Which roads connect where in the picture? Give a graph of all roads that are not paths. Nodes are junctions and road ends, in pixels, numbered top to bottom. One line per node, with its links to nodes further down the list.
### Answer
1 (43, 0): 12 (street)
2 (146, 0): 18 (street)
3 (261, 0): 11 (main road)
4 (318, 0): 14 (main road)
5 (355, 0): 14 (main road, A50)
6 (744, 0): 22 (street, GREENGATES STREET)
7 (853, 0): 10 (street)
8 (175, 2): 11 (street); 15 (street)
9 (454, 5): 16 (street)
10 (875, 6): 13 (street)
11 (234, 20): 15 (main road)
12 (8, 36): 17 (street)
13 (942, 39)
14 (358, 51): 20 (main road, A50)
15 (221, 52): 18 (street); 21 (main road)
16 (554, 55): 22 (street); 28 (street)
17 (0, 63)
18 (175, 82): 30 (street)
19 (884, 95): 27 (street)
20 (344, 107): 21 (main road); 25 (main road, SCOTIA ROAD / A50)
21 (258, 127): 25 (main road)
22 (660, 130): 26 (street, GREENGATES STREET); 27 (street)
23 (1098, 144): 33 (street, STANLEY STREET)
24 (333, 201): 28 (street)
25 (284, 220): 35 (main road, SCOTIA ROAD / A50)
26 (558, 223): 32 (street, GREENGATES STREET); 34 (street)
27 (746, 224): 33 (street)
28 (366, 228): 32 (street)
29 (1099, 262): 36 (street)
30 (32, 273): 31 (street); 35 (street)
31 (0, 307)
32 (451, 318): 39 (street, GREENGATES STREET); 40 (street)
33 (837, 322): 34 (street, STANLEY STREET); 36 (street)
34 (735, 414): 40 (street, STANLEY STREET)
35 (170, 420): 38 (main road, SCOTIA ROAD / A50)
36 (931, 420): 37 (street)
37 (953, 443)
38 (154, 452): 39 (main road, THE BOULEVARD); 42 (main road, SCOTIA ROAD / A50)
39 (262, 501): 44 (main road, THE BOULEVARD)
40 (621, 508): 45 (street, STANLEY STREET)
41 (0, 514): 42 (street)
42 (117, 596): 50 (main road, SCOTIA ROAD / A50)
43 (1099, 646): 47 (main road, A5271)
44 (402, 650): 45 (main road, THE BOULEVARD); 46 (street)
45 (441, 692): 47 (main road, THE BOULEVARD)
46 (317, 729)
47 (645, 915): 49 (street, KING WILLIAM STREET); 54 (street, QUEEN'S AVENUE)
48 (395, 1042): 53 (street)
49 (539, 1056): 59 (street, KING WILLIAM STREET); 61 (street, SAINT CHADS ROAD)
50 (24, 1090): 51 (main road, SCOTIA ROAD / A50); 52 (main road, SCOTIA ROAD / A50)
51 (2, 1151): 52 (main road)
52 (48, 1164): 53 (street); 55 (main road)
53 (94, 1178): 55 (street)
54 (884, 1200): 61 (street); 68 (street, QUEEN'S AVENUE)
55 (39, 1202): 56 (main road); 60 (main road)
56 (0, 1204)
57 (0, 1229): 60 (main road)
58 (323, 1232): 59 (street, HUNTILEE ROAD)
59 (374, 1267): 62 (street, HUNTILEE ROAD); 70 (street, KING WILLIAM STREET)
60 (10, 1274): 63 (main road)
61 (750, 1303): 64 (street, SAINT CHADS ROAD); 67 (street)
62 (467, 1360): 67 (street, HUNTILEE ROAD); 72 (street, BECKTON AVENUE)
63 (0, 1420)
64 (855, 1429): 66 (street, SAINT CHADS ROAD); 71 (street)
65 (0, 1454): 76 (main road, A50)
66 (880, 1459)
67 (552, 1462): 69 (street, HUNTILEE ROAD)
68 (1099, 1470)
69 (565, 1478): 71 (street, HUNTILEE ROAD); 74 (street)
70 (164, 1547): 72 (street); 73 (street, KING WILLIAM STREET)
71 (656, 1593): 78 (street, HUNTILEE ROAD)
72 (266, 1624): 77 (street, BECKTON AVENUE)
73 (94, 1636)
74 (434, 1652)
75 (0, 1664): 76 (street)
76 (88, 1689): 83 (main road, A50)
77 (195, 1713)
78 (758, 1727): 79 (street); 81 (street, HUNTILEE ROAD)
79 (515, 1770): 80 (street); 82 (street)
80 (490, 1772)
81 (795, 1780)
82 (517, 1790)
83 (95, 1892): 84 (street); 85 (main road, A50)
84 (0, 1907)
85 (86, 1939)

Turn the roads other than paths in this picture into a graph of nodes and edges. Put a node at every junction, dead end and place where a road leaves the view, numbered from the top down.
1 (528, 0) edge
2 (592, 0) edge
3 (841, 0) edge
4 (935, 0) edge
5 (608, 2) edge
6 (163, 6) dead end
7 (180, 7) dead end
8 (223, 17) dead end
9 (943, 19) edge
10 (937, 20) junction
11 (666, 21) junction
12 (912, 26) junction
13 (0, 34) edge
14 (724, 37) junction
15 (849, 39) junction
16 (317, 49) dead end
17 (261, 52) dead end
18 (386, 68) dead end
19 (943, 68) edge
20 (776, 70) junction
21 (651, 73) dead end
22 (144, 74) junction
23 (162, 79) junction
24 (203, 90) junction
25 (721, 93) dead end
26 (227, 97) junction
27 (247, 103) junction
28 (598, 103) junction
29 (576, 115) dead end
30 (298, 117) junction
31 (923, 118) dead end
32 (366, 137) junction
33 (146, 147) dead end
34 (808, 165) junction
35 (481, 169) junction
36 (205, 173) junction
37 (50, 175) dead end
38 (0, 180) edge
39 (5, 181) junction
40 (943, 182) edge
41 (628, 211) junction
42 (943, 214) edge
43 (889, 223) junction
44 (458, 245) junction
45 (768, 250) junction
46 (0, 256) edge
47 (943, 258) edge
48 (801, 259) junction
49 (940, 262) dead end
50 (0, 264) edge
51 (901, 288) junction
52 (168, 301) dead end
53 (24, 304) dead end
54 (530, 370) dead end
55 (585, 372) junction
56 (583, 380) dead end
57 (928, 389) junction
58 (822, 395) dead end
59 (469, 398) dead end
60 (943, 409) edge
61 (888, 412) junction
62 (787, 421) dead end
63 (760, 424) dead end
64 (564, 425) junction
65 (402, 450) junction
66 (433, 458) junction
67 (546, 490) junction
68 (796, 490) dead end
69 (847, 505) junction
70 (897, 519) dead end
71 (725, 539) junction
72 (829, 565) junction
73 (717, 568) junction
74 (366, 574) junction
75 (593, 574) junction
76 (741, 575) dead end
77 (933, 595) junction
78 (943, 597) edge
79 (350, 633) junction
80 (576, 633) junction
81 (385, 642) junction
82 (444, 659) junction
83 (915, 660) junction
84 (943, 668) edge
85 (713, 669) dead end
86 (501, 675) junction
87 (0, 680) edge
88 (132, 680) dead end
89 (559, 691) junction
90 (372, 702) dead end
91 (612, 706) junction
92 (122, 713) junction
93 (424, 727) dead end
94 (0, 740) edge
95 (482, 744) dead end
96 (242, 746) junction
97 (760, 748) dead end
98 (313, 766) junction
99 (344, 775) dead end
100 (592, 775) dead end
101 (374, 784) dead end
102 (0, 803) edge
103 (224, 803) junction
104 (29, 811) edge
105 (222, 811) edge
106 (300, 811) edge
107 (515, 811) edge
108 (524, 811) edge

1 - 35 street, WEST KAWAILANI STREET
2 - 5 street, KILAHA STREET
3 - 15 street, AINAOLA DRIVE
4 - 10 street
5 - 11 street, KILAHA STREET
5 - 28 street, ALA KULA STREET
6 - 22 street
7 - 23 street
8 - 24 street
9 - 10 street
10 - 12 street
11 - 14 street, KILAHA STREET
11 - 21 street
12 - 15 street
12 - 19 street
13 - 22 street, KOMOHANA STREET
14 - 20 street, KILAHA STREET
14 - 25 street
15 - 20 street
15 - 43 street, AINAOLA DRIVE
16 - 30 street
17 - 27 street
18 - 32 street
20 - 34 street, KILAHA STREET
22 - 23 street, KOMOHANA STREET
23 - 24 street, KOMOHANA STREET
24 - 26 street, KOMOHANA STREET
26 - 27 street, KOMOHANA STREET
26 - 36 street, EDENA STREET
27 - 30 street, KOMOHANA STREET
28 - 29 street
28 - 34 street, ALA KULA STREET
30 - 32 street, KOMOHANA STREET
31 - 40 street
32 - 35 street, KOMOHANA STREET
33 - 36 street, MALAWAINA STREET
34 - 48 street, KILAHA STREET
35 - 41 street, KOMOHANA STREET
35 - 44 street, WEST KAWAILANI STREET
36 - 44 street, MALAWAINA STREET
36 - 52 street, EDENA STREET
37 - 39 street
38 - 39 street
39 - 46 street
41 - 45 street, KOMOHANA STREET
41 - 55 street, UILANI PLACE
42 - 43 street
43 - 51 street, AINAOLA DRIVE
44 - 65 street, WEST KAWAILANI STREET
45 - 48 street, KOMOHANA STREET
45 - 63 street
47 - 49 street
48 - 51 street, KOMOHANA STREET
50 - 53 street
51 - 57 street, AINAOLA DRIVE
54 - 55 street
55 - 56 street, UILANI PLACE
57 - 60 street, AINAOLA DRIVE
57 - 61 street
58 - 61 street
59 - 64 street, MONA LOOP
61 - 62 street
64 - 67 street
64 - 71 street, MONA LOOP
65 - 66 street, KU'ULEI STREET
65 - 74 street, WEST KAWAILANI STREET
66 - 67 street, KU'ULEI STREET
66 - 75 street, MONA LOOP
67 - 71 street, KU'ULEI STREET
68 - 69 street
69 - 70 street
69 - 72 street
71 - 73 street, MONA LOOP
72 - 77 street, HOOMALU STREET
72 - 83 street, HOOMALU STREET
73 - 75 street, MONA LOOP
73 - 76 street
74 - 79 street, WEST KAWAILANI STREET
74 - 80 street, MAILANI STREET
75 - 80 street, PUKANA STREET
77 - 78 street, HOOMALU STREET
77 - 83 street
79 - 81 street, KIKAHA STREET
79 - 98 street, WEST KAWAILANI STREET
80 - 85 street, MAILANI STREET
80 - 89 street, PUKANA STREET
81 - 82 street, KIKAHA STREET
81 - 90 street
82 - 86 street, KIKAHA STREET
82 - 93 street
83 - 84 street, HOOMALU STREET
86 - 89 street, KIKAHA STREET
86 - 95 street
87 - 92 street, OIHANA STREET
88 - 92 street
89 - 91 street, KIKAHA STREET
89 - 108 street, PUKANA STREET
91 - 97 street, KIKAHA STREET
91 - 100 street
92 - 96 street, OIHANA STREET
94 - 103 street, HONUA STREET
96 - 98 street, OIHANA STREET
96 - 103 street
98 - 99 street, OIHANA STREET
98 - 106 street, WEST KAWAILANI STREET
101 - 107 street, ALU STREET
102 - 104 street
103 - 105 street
--- --- ---
*TASK GOAL*
For the string "KAWAILANI", go line by line through the material and copy every line that has it.

*OUTPUT FOR THIS TASK*
1 - 35 street, WEST KAWAILANI STREET
35 - 44 street, WEST KAWAILANI STREET
44 - 65 street, WEST KAWAILANI STREET
65 - 74 street, WEST KAWAILANI STREET
74 - 79 street, WEST KAWAILANI STREET
79 - 98 street, WEST KAWAILANI STREET
98 - 106 street, WEST KAWAILANI STREET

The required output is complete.